Las democracias no mueren de infarto
Es importante ser conscientes de que este peligro existe y que la única vacuna es el fortalecimiento de las instituciones y una ciudadanía vigilante
Hasta los intentos de golpe, lo acabamos de ver en Brasil, se empapan del espíritu del tiempo. Convocatoria mediante las redes y toda esa gestualidad tan apta para ser visualizada por la televisión y el ciberespacio: estetificación banal —recuerden al personaje de los cuernos sentado en la mesa de la presidencia de la Cámara de Representantes estadounidense haciéndose selfis o la uniformización amarilla de los brasileiros—. Se salta de lo virtual al mundo real como si se tratara de su prolongación natural. La consecuencia inmediata es que, una vez reprimidos, cunde el desconcierto entre sus protagonistas. ¿Pero es que acaso no éramos los buenos, los que íbamos a salvar al país? Aquí es donde se manifiesta su aspecto más posmoderno. Cada cual se cree su verdad tribal; la realidad objetiva ha desaparecido detrás de relatos interesados. Il n’y a pas hors de texte, que diría el bueno de Derrida. Todo consiste en contar milongas y que luego haya gente lo suficientemente infantilizada para creérselo, como ocurre con las teorías de la conspiración. Todo es discurso. Si luego el mundo de lo real no se adapta a él, pues peor para el mundo, aunque este se cobre luego su venganza.

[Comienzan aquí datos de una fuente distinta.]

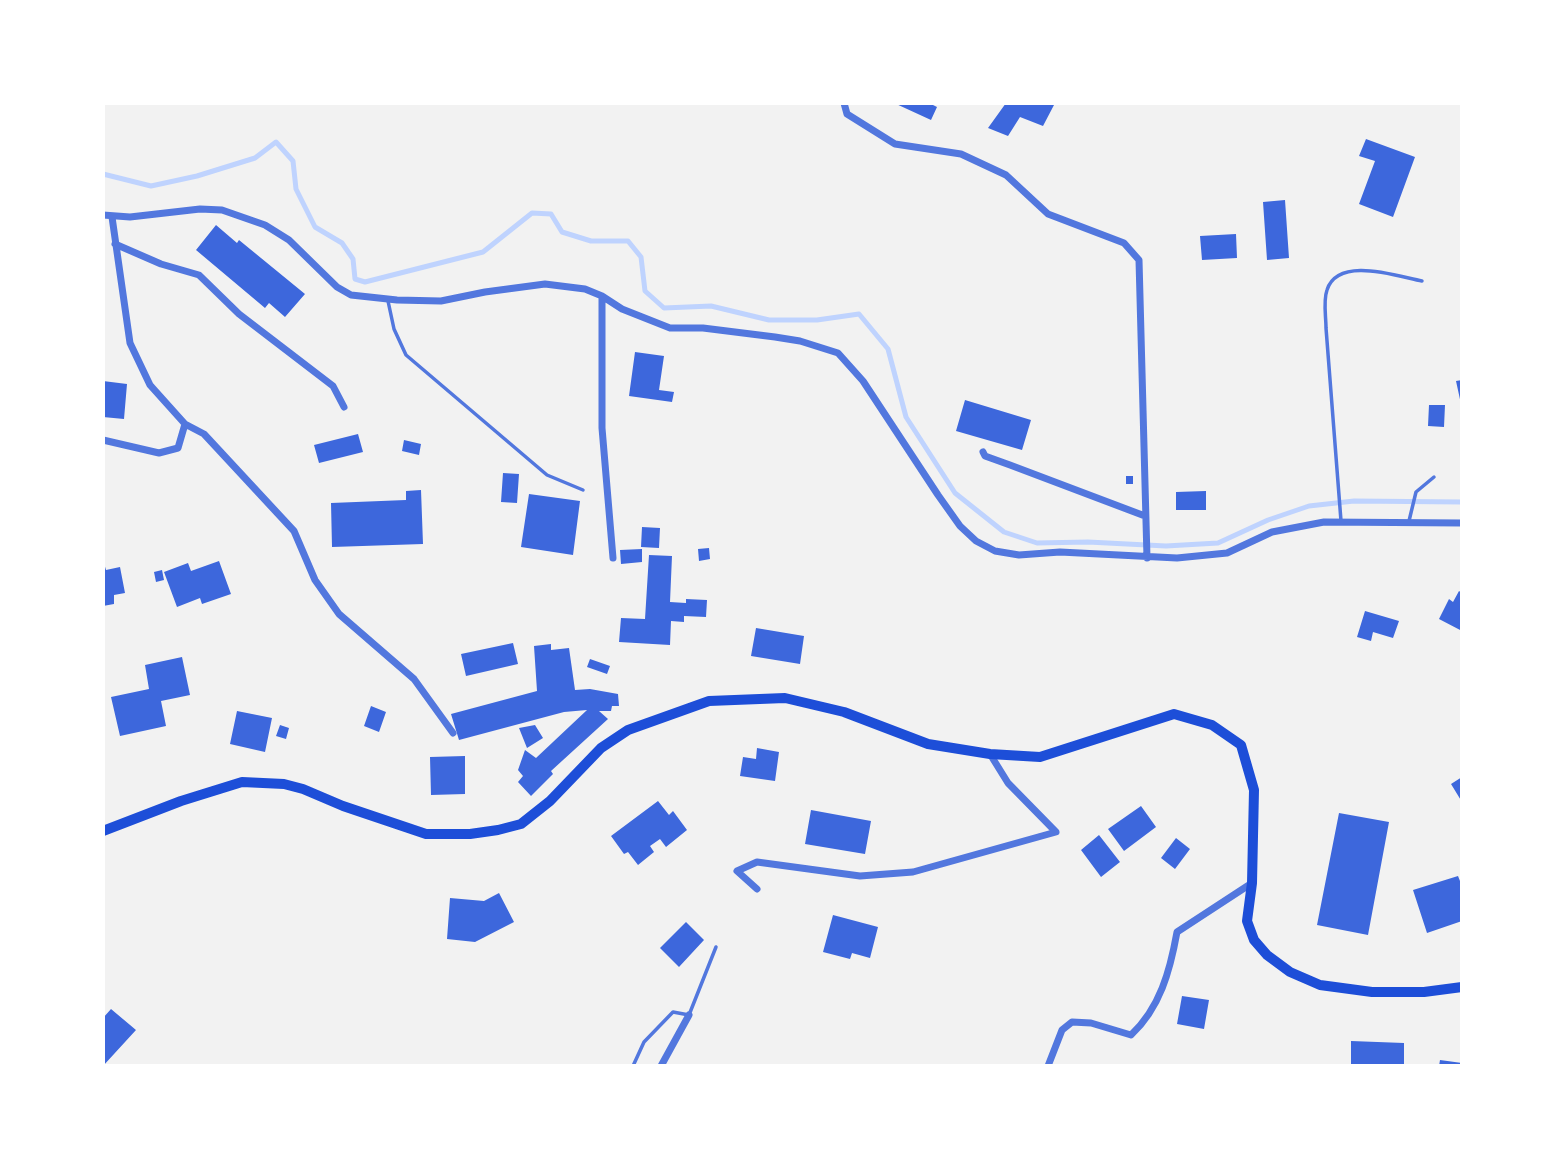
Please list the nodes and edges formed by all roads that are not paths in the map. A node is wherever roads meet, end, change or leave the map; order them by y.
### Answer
1 (844, 103) edge
2 (107, 216) edge
3 (116, 244) junction
4 (1422, 281) dead end
5 (602, 296) junction
6 (388, 299) junction
7 (344, 407) dead end
8 (185, 424) junction
9 (103, 440) edge
10 (983, 452) dead end
11 (1434, 477) dead end
12 (583, 490) dead end
13 (1145, 516) junction
14 (1341, 523) junction
15 (1409, 523) junction
16 (1462, 523) edge
17 (1147, 556) junction
18 (612, 558) dead end
19 (453, 733) dead end
20 (990, 754) junction
21 (103, 831) edge
22 (1252, 883) junction
23 (757, 889) dead end
24 (716, 947) dead end
25 (1462, 988) edge
26 (689, 1015) junction
27 (633, 1066) edge
28 (661, 1066) edge
29 (1048, 1066) edge

1 - 13 street
2 - 3 street
2 - 6 street
3 - 7 street
3 - 8 street
4 - 14 lane
5 - 6 street
5 - 17 street
5 - 18 street
6 - 12 lane
8 - 9 street
8 - 19 street
10 - 13 street
11 - 15 lane
13 - 17 street
14 - 15 street
14 - 17 street
15 - 16 street
20 - 21 main road
20 - 22 main road
20 - 23 street
22 - 25 main road
22 - 29 street
24 - 26 lane
26 - 27 lane
26 - 28 street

Si no fuera una cosa tan seria —recordemos que en la toma del Capitolio hubo hasta varios muertos—, la reflexión anterior estaría justificada. No, aunque no sean comparables a las anteriores asonadas “modernas”, no podemos dejar de señalar sus peligros. Sin embargo, tengo para mí que no es así, mediante masas irrumpiendo en las instituciones, como mueren las democracias. Es más, casi hasta facilitan el reforzamiento de sus anticuerpos. Las democracias de hoy no mueren de infarto o de ictus, sino de cáncer; no mediante un shock, sino por una metástasis progresiva por todo el cuerpo político hasta que se produce el fallo multiorgánico. Es un golpe a fuego lento, casi imperceptible, pero que está bien claro en el manual populista. El objetivo primero es tomar el Estado, además del Gobierno. Y esto presupone la eliminación o patrimonialización de todo el sistema de contrapoderes, muy en particular el poder judicial. Colonizar las instituciones e instrumentalizarlas con fines partidistas. La mayoría, siempre coyuntural, puede así aspirar a hacerse permanente. A continuación, o de modo paralelo, el objetivo es desacreditar toda oposición, ya se trate de otras fuerzas políticas o de los medios no favorables; ignorar el pluralismo, que el pueblo hable “con una sola voz”, la que emite el líder o sus secuaces; silenciar al disidente.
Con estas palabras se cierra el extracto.